朝日新聞夕刊(1月23日)に記事が掲載されました。

 体とこころの通信簿 股関節の痛み

 健康のために歩いたり、走ったりする人が増えている。昨年の朝日新聞の世論調査でも、ウオーキングやジョギングは、「現在しているスポーツ」のトップ3に入った。だが、がんばりすぎて足の付け根(股関節)を痛めてしまう人も多いようだ。

 福岡大医学部の内藤正俊教授(股関節外科)は、「痛みが出たら、まず回数や時間を減らして」と話す。しばらく休んで収まる場合は、痛みのない程度にセルフコントロールしながら運動を続けてかまわないという。

 どうしても痛い場合は、過度な運動が原因で、大腿骨と、骨盤側で大腿骨の受け皿になる部分(臼蓋)がぶつかって痛む「大腿骨臼蓋インピンジメント」の可能性がある。最近、注目されている症状で、内視鏡を使って骨を削る手術で改善するそうだ。

 関節の痛みの多くは加齢で軟骨がすり減ったり、骨格でずれたりして、近くを通る神経が圧迫されるのが原因だ。筑波大の久野譜也教授は「歩いたり、走ったりする有酸素運動の健康効果は確かにあるが、股関節の軟骨をより多くすり減らす側面もある」と警告する。基本的に軟骨は再生しないため、筋肉を鍛えて骨格を維持するのが適切な痛み予防だという。
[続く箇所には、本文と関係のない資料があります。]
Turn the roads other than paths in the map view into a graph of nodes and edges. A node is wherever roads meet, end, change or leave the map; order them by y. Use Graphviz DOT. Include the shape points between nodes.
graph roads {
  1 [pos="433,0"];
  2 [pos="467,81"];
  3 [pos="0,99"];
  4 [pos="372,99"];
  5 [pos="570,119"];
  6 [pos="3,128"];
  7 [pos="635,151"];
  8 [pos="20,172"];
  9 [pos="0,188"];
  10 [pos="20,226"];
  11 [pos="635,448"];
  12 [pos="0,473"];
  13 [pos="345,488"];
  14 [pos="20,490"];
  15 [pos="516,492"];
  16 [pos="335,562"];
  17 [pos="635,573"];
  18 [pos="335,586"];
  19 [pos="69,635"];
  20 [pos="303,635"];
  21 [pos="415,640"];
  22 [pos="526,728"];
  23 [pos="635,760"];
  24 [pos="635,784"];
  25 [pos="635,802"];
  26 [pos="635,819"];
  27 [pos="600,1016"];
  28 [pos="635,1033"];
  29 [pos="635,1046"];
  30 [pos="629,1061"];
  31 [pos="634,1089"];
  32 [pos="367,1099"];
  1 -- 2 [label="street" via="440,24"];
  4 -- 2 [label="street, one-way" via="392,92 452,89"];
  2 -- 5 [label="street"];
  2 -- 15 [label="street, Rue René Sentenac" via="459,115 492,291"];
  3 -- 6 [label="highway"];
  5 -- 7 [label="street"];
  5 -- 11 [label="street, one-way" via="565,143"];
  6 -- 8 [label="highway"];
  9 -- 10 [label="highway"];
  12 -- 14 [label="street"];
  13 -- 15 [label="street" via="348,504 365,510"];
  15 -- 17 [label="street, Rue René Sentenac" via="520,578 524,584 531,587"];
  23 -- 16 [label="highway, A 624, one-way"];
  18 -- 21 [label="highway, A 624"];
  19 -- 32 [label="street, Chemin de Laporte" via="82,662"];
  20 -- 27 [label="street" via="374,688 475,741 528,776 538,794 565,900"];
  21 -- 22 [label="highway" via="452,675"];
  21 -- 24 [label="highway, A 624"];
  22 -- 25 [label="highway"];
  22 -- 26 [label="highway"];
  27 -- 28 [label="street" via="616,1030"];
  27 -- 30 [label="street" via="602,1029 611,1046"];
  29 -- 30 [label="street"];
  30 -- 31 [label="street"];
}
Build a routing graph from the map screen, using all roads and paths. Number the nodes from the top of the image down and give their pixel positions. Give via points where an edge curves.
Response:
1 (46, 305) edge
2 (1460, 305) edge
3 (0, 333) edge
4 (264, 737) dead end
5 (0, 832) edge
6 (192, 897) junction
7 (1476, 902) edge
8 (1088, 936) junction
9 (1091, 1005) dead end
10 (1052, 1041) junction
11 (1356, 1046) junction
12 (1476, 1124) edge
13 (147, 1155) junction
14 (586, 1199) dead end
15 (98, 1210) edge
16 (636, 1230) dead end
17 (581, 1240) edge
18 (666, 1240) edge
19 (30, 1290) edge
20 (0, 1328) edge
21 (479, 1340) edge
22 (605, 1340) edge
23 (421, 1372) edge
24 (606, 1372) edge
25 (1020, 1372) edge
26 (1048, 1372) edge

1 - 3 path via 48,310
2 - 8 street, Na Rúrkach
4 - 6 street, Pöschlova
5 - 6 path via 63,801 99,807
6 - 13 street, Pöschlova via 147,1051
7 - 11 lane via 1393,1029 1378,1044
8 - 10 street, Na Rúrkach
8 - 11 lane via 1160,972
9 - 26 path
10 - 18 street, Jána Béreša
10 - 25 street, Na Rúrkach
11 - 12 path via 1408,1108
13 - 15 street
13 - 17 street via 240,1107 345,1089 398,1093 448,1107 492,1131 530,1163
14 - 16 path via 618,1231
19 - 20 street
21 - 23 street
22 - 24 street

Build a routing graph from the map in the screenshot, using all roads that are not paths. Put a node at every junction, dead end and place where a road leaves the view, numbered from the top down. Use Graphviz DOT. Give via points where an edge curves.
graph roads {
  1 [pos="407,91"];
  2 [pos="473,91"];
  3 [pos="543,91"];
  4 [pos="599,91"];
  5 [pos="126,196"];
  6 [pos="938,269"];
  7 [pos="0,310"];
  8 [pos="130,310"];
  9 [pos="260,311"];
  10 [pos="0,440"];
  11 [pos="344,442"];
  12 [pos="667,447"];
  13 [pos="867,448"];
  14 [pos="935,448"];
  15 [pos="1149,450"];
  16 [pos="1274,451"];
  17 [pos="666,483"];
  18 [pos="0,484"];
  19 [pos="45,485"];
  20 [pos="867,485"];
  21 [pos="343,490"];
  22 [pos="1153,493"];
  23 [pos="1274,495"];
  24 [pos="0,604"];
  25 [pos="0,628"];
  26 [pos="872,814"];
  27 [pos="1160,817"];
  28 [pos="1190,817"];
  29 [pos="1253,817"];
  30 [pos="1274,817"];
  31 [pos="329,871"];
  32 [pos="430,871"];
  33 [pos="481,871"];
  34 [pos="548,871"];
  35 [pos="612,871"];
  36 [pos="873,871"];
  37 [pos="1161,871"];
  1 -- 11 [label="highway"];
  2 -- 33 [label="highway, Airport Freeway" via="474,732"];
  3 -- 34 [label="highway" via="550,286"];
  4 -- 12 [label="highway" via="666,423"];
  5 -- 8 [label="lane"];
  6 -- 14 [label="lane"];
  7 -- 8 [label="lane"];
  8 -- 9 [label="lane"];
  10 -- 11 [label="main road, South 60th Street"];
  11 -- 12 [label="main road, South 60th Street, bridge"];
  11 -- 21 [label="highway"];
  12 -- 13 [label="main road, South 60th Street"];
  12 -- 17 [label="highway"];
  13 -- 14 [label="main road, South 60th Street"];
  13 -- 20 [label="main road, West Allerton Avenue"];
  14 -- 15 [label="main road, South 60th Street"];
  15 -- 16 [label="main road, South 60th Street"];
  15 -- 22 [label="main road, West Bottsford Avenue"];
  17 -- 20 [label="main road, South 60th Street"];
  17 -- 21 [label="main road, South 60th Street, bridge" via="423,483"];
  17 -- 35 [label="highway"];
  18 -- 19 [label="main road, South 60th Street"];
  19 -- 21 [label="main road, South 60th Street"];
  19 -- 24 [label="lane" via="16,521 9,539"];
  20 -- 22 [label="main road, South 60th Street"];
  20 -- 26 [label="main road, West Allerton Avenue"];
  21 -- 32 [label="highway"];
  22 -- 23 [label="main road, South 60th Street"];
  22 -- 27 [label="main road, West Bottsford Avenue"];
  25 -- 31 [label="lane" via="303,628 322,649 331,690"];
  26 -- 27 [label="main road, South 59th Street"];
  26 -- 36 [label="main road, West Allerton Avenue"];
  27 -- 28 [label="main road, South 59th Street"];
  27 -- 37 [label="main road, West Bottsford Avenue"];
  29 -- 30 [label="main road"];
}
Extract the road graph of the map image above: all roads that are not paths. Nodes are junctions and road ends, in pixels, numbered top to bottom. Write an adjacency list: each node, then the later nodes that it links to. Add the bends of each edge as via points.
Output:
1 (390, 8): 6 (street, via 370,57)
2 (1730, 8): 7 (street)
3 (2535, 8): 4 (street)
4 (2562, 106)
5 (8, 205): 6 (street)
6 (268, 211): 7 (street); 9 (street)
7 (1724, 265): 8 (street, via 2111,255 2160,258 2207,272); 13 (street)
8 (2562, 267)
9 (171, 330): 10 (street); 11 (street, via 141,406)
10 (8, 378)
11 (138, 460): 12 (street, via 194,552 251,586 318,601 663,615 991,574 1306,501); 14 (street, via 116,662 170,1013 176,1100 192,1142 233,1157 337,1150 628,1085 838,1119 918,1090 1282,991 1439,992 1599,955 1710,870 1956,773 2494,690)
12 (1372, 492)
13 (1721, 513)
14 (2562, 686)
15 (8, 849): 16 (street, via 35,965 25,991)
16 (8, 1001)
 だれでも30代以降は加齢とともに筋肉は減る。特に、股関節を支える筋肉の一つで、大腿骨と背骨をつなぐ大腰筋は、ほかの筋肉よりも減りが早い。歩くときに最も働くのが大腰筋でもあるので、この筋肉を鍛えて、少しでも減少を食い止めておくことは、将来の寝たきりを防ぐ対策にもなる。

 筋トレは、何歳で始めても一定の効果が上がると言われる。久野さんらが、70歳以上の高齢者12人に、週5日の軽いトレーニングを3ヵ月続けてもらったところ、大腰筋を含む足の筋肉量の増加が確かめられた。一方、60代、70代の計21人が1日30分、週5日のウオーキングを12週間行った研究では下肢の筋肉量は増えなかった。

 「歩いたり、走ったりと筋トレの組み合わせが重要。筋肉が増えれば代謝が上がってダイエット効果も上がるしランニングのタイムも速くなる。一石二鳥以上の効用です」と久野さんは話す。きちんと効果を出すには長く続けることが重要だ。「一生続けるつもりで日常生活に負担のないトレーニングから始めよう」と久野さん。

 例えば、椅子に浅く腰掛けた状態から、片足ずつひざを伸ばしたり、ももを上げたりする筋トレなら、家庭でテレビを見ながら取り組める。1日おき、週3回から始め、慣れてきたら週5回まで増やせばいいそうだ。久野さんによると、「わざわざ時間を取るのではなく、生活の中に組み込んでしまうのがコツだ」という。